In your opinion, what brands and/or agencies are most innovative around PR and marketing?
There are so many brands doing incredibly innovative work and I am fortunate to work with some of the companies that I believe are among the most innovative in the world. One that I don’t work with but hold in high esteem is Scottish innovator: Brew Dog, Martin Dickie and James Watt are some of the smartest marketers out there, from a line of Scottish beers to an empire, they have done everything from crowdfunding their expansion, giving away all their recipes, building beer hotels and airlines, changing their birth names to Elvis in response to legal action from Elvis Presley’s estate, to recently running a set of meta ads. They are provocateurs and I spend a healthy dose of time in awe at what they have achieved on the back of pure innovation and… great beer.

Describe a moment in your career that you would consider innovative.
Perhaps not a moment but there is something that felt smart years ago, yet inconsequential in the moment, but that later went on to be foundational to a lot of work and thinking later. We needed a deeper understanding of media consumption habits of a demographic and were able to net out a solution that allows us to pull an accurate, aggregated set of media consumption habits in real-time. It was years ago but has led on to some great progress we have made in democratizing data in standing up an insight’s led agency.

Most underrated trait in a PR person? 
Resilience

How do you get out of a creativity rut?
The best source of inspiration can be found in the people you surround yourself with and the things you fill your life with. It’s hard to shift beyond a lateral way of thinking if you are stuck in a methodology rut. I find exploring a new creative discipline in down time or spending time listening to what smart people are doing in different disciplines can really shift perceptions and provide a platform for more creative problem solving. It’s amazing how taking some time out to learn how to brew a beer or sew or sculpt can change how you look at a problem.

What advice would you give to the PR industry around embracing innovation?
Reward resilience, passion, and determination as much as you do brilliance. And nurture curiosity by fostering a space for smart risks and failure. I have learned far more from what I have screwed up than what I have managed to get right the first time around.

What are you thinking about most these days? 
So many things. But I think what I have most on mind is grounded in privacy and extended stakeholder responsibility, in an increasingly more “woke” society.  

If we want hyper-personalized utility-based service, the tradeoff is an infringement of privacy. Machine learning cannot reach its true potential without human intervention, but at what cost? The build on that would be, do we place an extended responsibility on creators and innovators for the unintended consequences of their innovation? How far down the supply and benefit chain does an innovators responsibility extend?

What one movie, book, TV show or podcast do you recommend someone rent, read or stream tonight?
To Read: It’s an older one but it’s a good one and possibly more relevant today than it was a couple of years ago - Dataclysm: Love, Sex, Race, and Identity--What Our Online Lives Tell Us about Our Offline Selves by Christian Rudder.

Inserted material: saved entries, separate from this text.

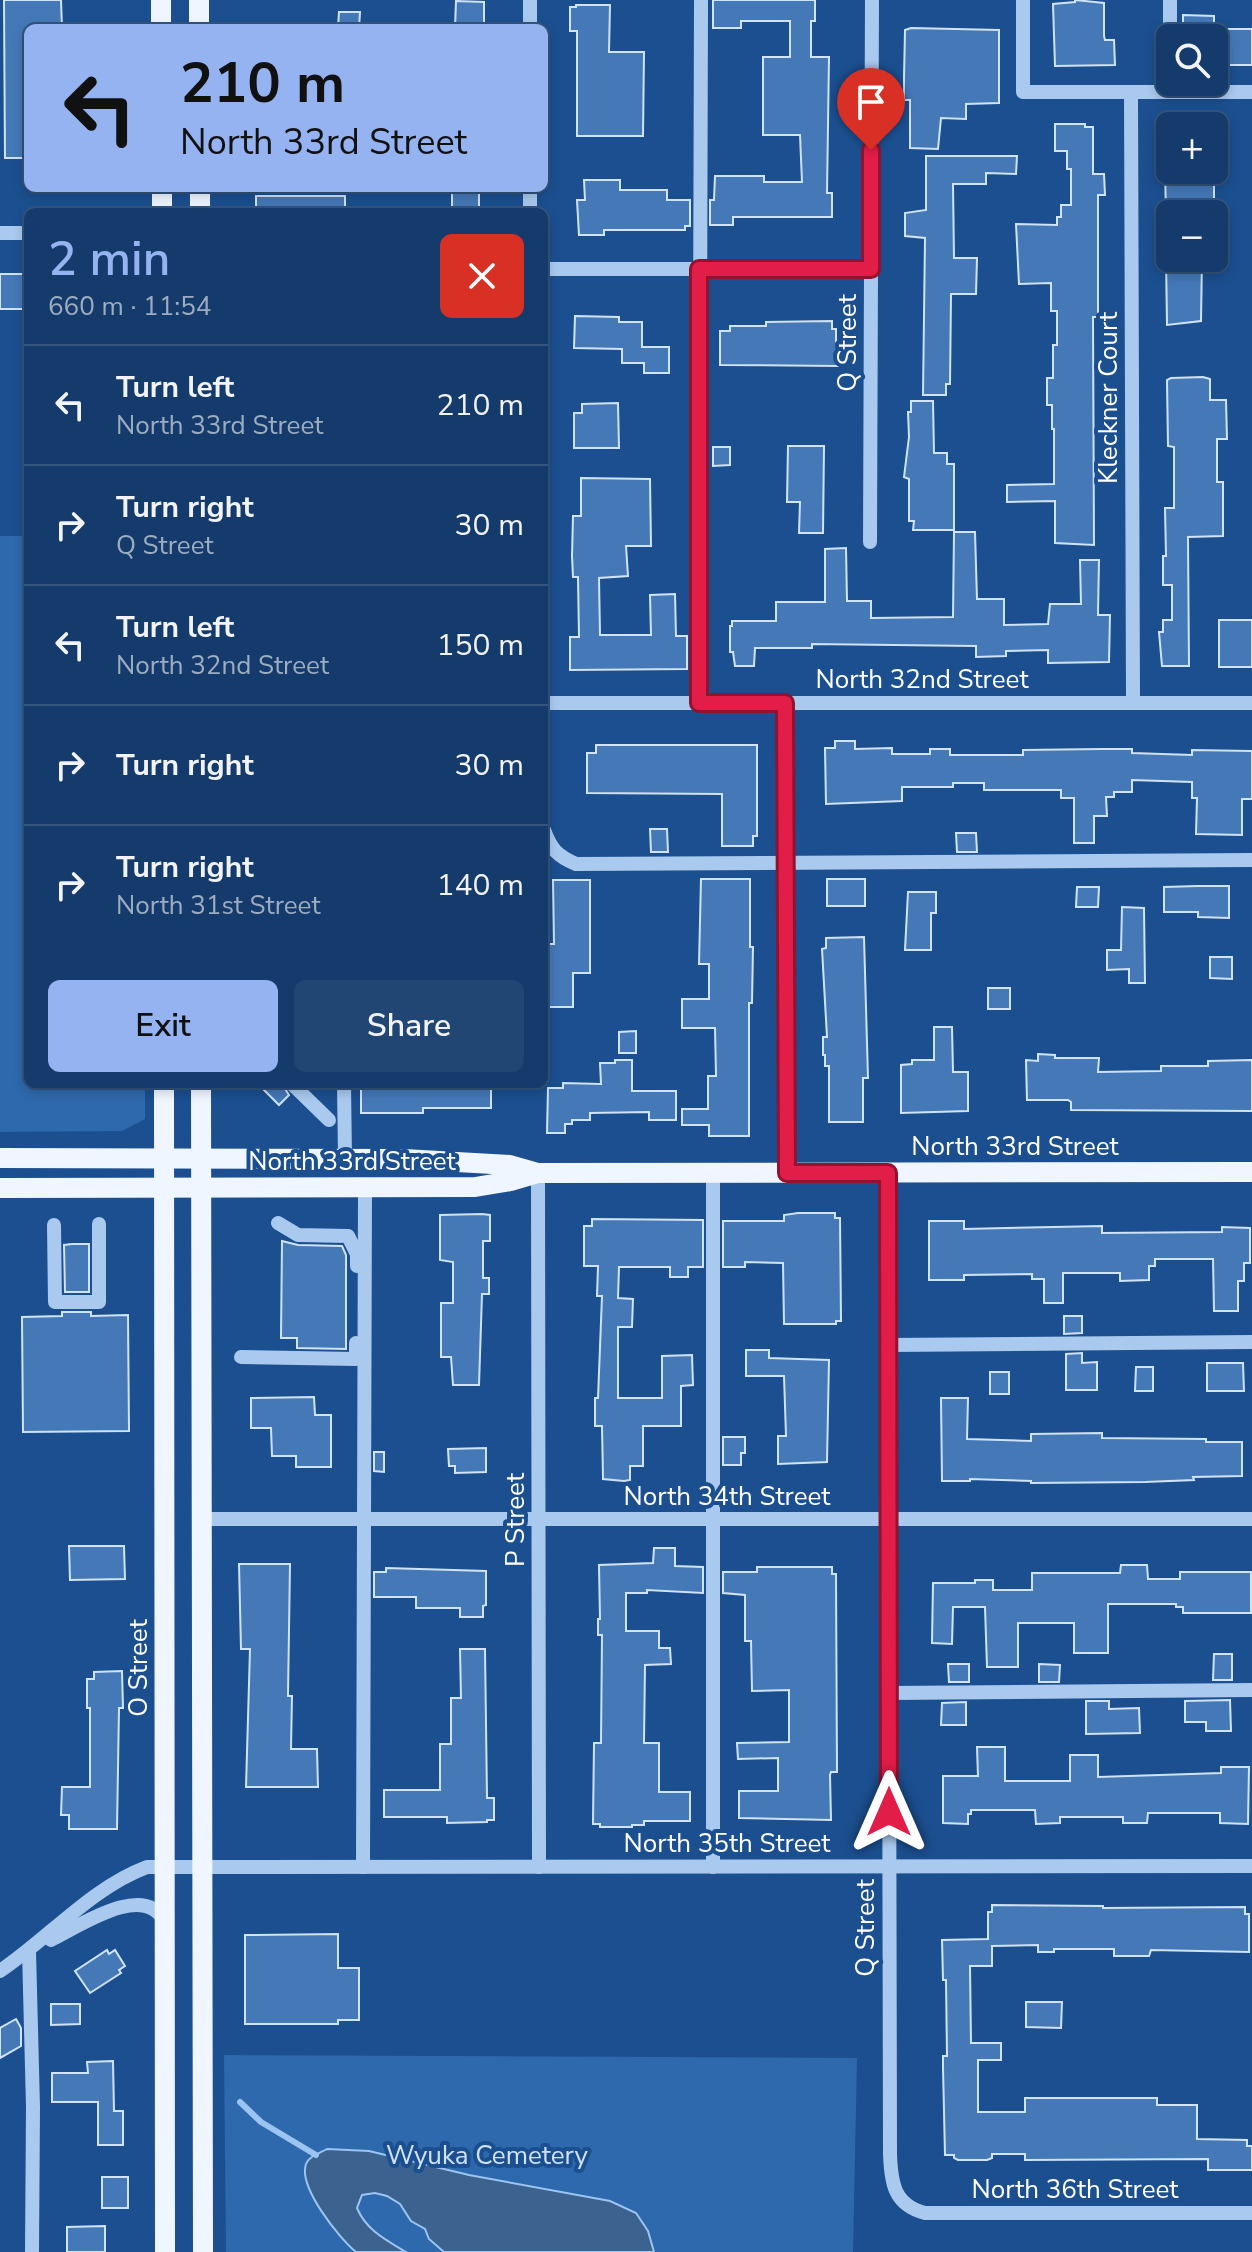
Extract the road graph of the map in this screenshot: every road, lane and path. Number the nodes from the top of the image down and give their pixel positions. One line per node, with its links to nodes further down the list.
1 (161, 0): 8 (main road)
2 (199, 0): 9 (main road)
3 (530, 0): 10 (street)
4 (701, 0): 19 (street)
5 (872, 0): 20 (street, Q Street)
6 (1023, 0): 15 (street)
7 (1170, 0): 11 (street)
8 (161, 24)
9 (199, 24)
10 (530, 24)
11 (1170, 24)
12 (1156, 89): 15 (street)
13 (1228, 91): 14 (street)
14 (1252, 92)
15 (1131, 93): 25 (street, Kleckner Court)
16 (0, 233): 17 (street)
17 (24, 233)
18 (548, 269): 19 (street)
19 (699, 269): 20 (street); 23 (street)
20 (871, 269): 21 (street, Q Street)
21 (870, 542)
22 (548, 703): 23 (street, North 32nd Street)
23 (699, 703): 24 (street, North 32nd Street)
24 (785, 703): 25 (street, North 32nd Street); 29 (street)
25 (1133, 703): 26 (street, North 32nd Street)
26 (1252, 703)
27 (548, 841): 29 (street)
28 (1252, 860): 29 (street)
29 (787, 865): 42 (street)
30 (164, 1088): 37 (main road, O Street)
31 (201, 1088): 36 (main road)
32 (296, 1088): 34 (street)
33 (344, 1088): 38 (street)
34 (329, 1120)
35 (0, 1158): 37 (main road, North 33rd Street)
36 (202, 1158): 37 (main road, North 33rd Street); 38 (main road, North 33rd Street); 46 (main road)
37 (164, 1159): 45 (main road, O Street)
38 (345, 1159): 40 (main road, North 33rd Street)
39 (1252, 1172): 43 (main road, North 33rd Street)
40 (538, 1173): 41 (main road, North 33rd Street); 47 (main road, North 33rd Street); 57 (street, P Street)
41 (713, 1173): 42 (main road, North 33rd Street); 58 (street)
42 (787, 1173): 43 (main road, North 33rd Street)
43 (888, 1173): 52 (street, Q Street)
44 (0, 1188): 45 (main road, North 33rd Street)
45 (164, 1188): 46 (main road, North 33rd Street); 62 (main road, O Street)
46 (201, 1188): 47 (main road, North 33rd Street); 54 (main road)
47 (365, 1188): 56 (street)
48 (278, 1223): 53 (street)
49 (99, 1224): 50 (street)
50 (54, 1225)
51 (1252, 1342): 52 (street)
52 (888, 1345): 59 (street, Q Street)
53 (241, 1357)
54 (202, 1519): 56 (street, North 34th Street); 63 (main road)
55 (1252, 1519): 59 (street, North 34th Street)
56 (364, 1520): 57 (street, North 34th Street); 65 (street)
57 (539, 1520): 58 (street, North 34th Street); 66 (street, P Street)
58 (714, 1520): 59 (street, North 34th Street); 67 (street)
59 (889, 1520): 61 (street, Q Street)
60 (1252, 1690): 61 (street)
61 (889, 1693): 68 (street, Q Street)
62 (165, 1866): 63 (street, North 35th Street); 69 (main road, O Street); 70 (street, North 35th Street)
63 (202, 1866): 65 (street, North 35th Street); 76 (main road)
64 (1252, 1866): 68 (street, North 35th Street)
65 (363, 1867): 66 (street, North 35th Street)
66 (539, 1867): 67 (street, North 35th Street)
67 (713, 1867): 68 (street, North 35th Street)
68 (889, 1867): 72 (street, Q Street)
69 (164, 1921): 70 (street); 75 (main road, O Street)
70 (29, 1951): 71 (street); 74 (street)
71 (0, 1971)
72 (901, 2201): 73 (street, North 36th Street)
73 (1252, 2213)
74 (32, 2252)
75 (165, 2252)
76 (203, 2252)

It’s a fantastic study of how our biases are revealed through our online behavior, and I always keep a copy of James Geary’s We Are What We Think, a fantastic collection of the wisest and wittiest aphorisms 

To Watch: Years and Years, is amazing, it has a black mirror flavor to it, making it feel disturbingly close to home and possible. It’s a cautionary tale of a world spinning out of control on the back of unmitigated tech and power in the world today.